Mit Imagine international bauen die Veranstalter ein internationales Netzwerk auf. Das Ziel: an möglichst vielen Orten auf der Welt auf die Rassismusthematik aufmerksam zu machen und Jugendliche verschiedener Kulturen darauf zu sensibilisieren. Nach zwei erfolgreichen Jahren in Brasilien soll nun das Jugendnetzwerk nach Kolumbien ausgedehnt werden. Am 5. und 6. Oktober 2007 ist in der kolumbianischen Metropole Medellín ein Festival geplant. Dieses wird, wie das Imagine in Basel, ebenfalls von Jugendlichen für Jugendliche organisiert. Unterstützung erhalten die jungen Organisatorinnen und Organisatoren in Kolumbien von der Corporacíon Regíon, einer Partnerorganisation von Terre des hommes Schweiz.

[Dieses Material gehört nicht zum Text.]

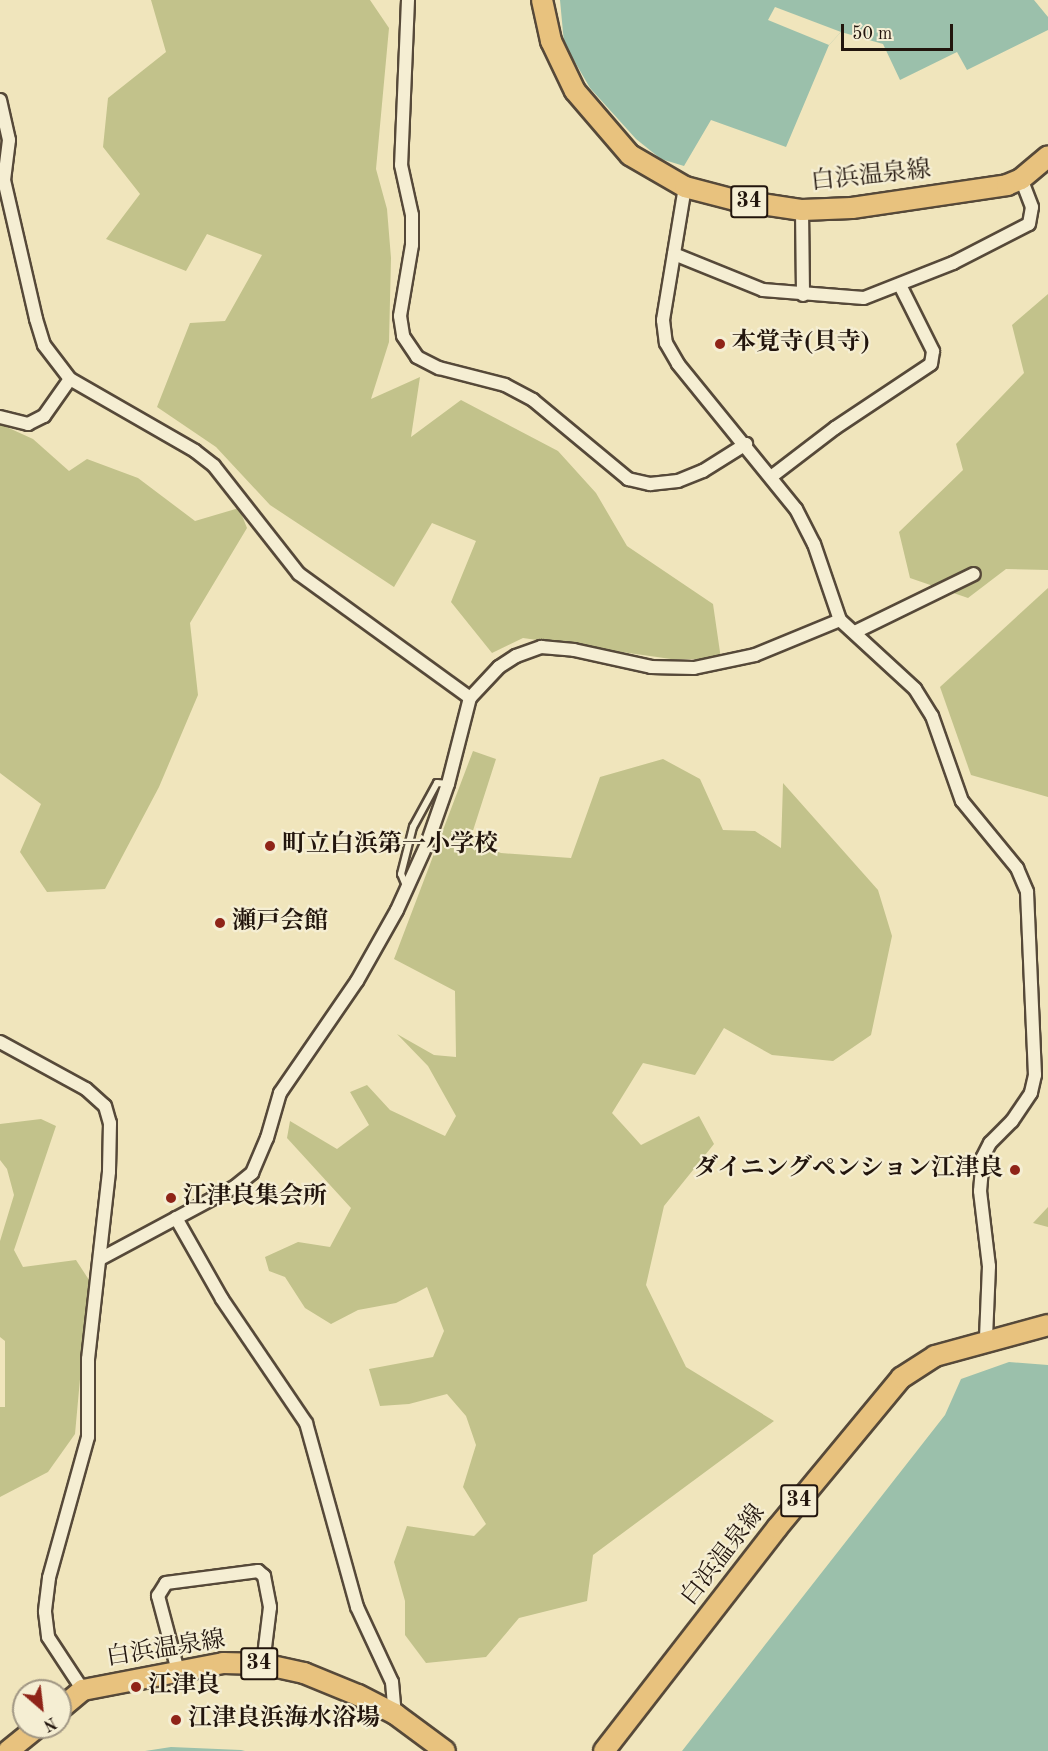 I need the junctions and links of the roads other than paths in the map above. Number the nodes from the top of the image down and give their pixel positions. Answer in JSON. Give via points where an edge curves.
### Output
{"nodes":[{"id":1,"x":408,"y":0,"type":"edge"},
{"id":2,"x":542,"y":0,"type":"edge"},
{"id":3,"x":0,"y":100,"type":"edge"},
{"id":4,"x":1048,"y":156,"type":"edge"},
{"id":5,"x":1022,"y":179,"type":"junction"},
{"id":6,"x":685,"y":187,"type":"junction"},
{"id":7,"x":802,"y":210,"type":"junction"},
{"id":8,"x":674,"y":254,"type":"junction"},
{"id":9,"x":900,"y":285,"type":"junction"},
{"id":10,"x":803,"y":295,"type":"junction"},
{"id":11,"x":70,"y":379,"type":"junction"},
{"id":12,"x":0,"y":417,"type":"edge"},
{"id":13,"x":746,"y":444,"type":"junction"},
{"id":14,"x":771,"y":477,"type":"junction"},
{"id":15,"x":974,"y":574,"type":"dead end"},
{"id":16,"x":840,"y":620,"type":"junction"},
{"id":17,"x":855,"y":632,"type":"junction"},
{"id":18,"x":470,"y":698,"type":"junction"},
{"id":19,"x":448,"y":784,"type":"junction"},
{"id":20,"x":408,"y":888,"type":"junction"},
{"id":21,"x":0,"y":1042,"type":"edge"},
{"id":22,"x":176,"y":1218,"type":"junction"},
{"id":23,"x":100,"y":1259,"type":"junction"},
{"id":24,"x":1048,"y":1325,"type":"edge"},
{"id":25,"x":986,"y":1339,"type":"junction"},
{"id":26,"x":263,"y":1664,"type":"junction"},
{"id":27,"x":178,"y":1671,"type":"junction"},
{"id":28,"x":83,"y":1690,"type":"junction"},
{"id":29,"x":72,"y":1699,"type":"edge"},
{"id":30,"x":395,"y":1714,"type":"junction"},
{"id":31,"x":23,"y":1739,"type":"edge"},
{"id":32,"x":8,"y":1751,"type":"edge"},
{"id":33,"x":445,"y":1751,"type":"edge"},
{"id":34,"x":604,"y":1751,"type":"edge"}],
"edges":[{"from":1,"to":13,"type":"street","via":[[401,165],[412,215],[412,245],[400,316],[403,336],[417,357],[439,368],[505,385],[533,400],[627,479],[651,484],[678,481],[703,471]]},
{"from":2,"to":6,"type":"main road","name":"白浜温泉線","number":"34","via":[[551,40],[575,91],[630,155]]},
{"from":3,"to":11,"type":"street","via":[[9,140],[4,180],[36,319],[44,345]]},
{"from":4,"to":5,"type":"main road","name":"白浜温泉線","number":"34"},
{"from":5,"to":7,"type":"main road","name":"白浜温泉線","number":"34","via":[[1007,185],[852,208]]},
{"from":5,"to":9,"type":"street","via":[[1032,207],[1029,224],[997,243]]},
{"from":6,"to":7,"type":"main road","name":"白浜温泉線","number":"34","via":[[735,200]]},
{"from":6,"to":8,"type":"street"},
{"from":7,"to":10,"type":"street"},
{"from":8,"to":10,"type":"street","via":[[763,290]]},
{"from":8,"to":13,"type":"street","via":[[663,320],[666,343],[678,364]]},
{"from":9,"to":10,"type":"street","via":[[864,298]]},
{"from":9,"to":14,"type":"street","via":[[933,351],[931,364],[835,428]]},
{"from":11,"to":12,"type":"street","via":[[44,416],[28,424]]},
{"from":11,"to":18,"type":"street","via":[[195,451],[221,474],[268,540],[299,574]]},
{"from":13,"to":14,"type":"street"},
{"from":14,"to":16,"type":"street","via":[[814,544]]},
{"from":15,"to":17,"type":"street"},
{"from":16,"to":17,"type":"street"},
{"from":16,"to":18,"type":"street","via":[[755,655],[694,668],[651,667],[541,647],[499,667]]},
{"from":17,"to":25,"type":"street","via":[[915,689],[932,716],[962,801],[1017,868],[1027,892],[1035,1075],[1031,1094],[983,1157],[980,1191],[989,1266]]},
{"from":18,"to":19,"type":"street"},
{"from":19,"to":20,"type":"street"},
{"from":19,"to":20,"type":"lane","via":[[437,783],[413,827],[401,874]]},
{"from":20,"to":22,"type":"street","via":[[357,981],[280,1093],[252,1173],[236,1186]]},
{"from":21,"to":23,"type":"street","via":[[78,1084],[105,1106],[110,1123],[109,1173]]},
{"from":22,"to":23,"type":"street"},
{"from":22,"to":30,"type":"street","via":[[222,1299],[306,1423],[357,1607],[392,1682]]},
{"from":23,"to":28,"type":"street","via":[[88,1359],[88,1437],[49,1578],[45,1612],[48,1636]]},
{"from":24,"to":25,"type":"main road","name":"白浜温泉線","number":"34"},
{"from":25,"to":34,"type":"main road","name":"白浜温泉線","number":"34","via":[[935,1356],[901,1378],[777,1528]]},
{"from":26,"to":27,"type":"main road","name":"白浜温泉線","number":"34","via":[[223,1663]]},
{"from":26,"to":27,"type":"street","via":[[270,1607],[264,1576],[258,1571],[166,1583],[159,1596]]},
{"from":26,"to":30,"type":"main road","name":"白浜温泉線","number":"34","via":[[304,1673]]},
{"from":27,"to":28,"type":"main road","name":"白浜温泉線","number":"34"},
{"from":28,"to":29,"type":"main road","name":"白浜温泉線","number":"34"},
{"from":30,"to":33,"type":"main road","name":"白浜温泉線","number":"34"},
{"from":31,"to":32,"type":"main road"}]}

Vom 4. bis am 22. März waren Niamh Oeri, Lilian Buss und Nico Scholer vom Schweizer Imagine-Team in Kolumbien unterwegs. Die meiste Zeit verbrachten sie dabei in Medellín. Sie stellten ihr Projekt vor, besprachen mit den kolumbianischen Jugendlichen Ideen, leiteten Workshops und tauschten Erfahrungen aus. Die Workshops drehten sich hauptsächlich um die Rassismusthematik. So wurde diskutiert, wie Rassismus in Kolumbien und in der Schweiz aussieht und Parallelen und Unterschiede aufgezeigt. Die drei Reisenden berichteten laufend in ihrem Reisetagbuch auf der Website des Festivals. Ihre Erfahrung: „Auffallend war, dass sie sich die Schweiz immer in einem extremeren Umfang ausgemalt haben. Die Schweiz ist organisierter, hat weniger Arbeitslose, man feiert mehr Partys etc. In einer anschliessenden Diskussion beantworteten wir ihre Fragen, erzählten wie wir die Schweiz erleben und korrigierten einige dieser Bilder.“

Seit 2003 besteht zwischen den internationalen Schwesterprojekten ein reger Austausch. So besuchen regelmässig brasilianische Jugendliche Imagine in Basel. Im vergangenen Sommer waren erstmals drei Jugendliche aus Medellín zu Besuch. Im Gegenzug zu der aktuellen Reise der drei Schweizer Jugendlichen werden im Juni erneut kolumbianische Gäste in Basel erwartet. Neben ihrer Mitarbeit am Festival am 8. und. 9. Juni 2007 leiten sie ebenfalls Workshops in Schulen der Region Basel.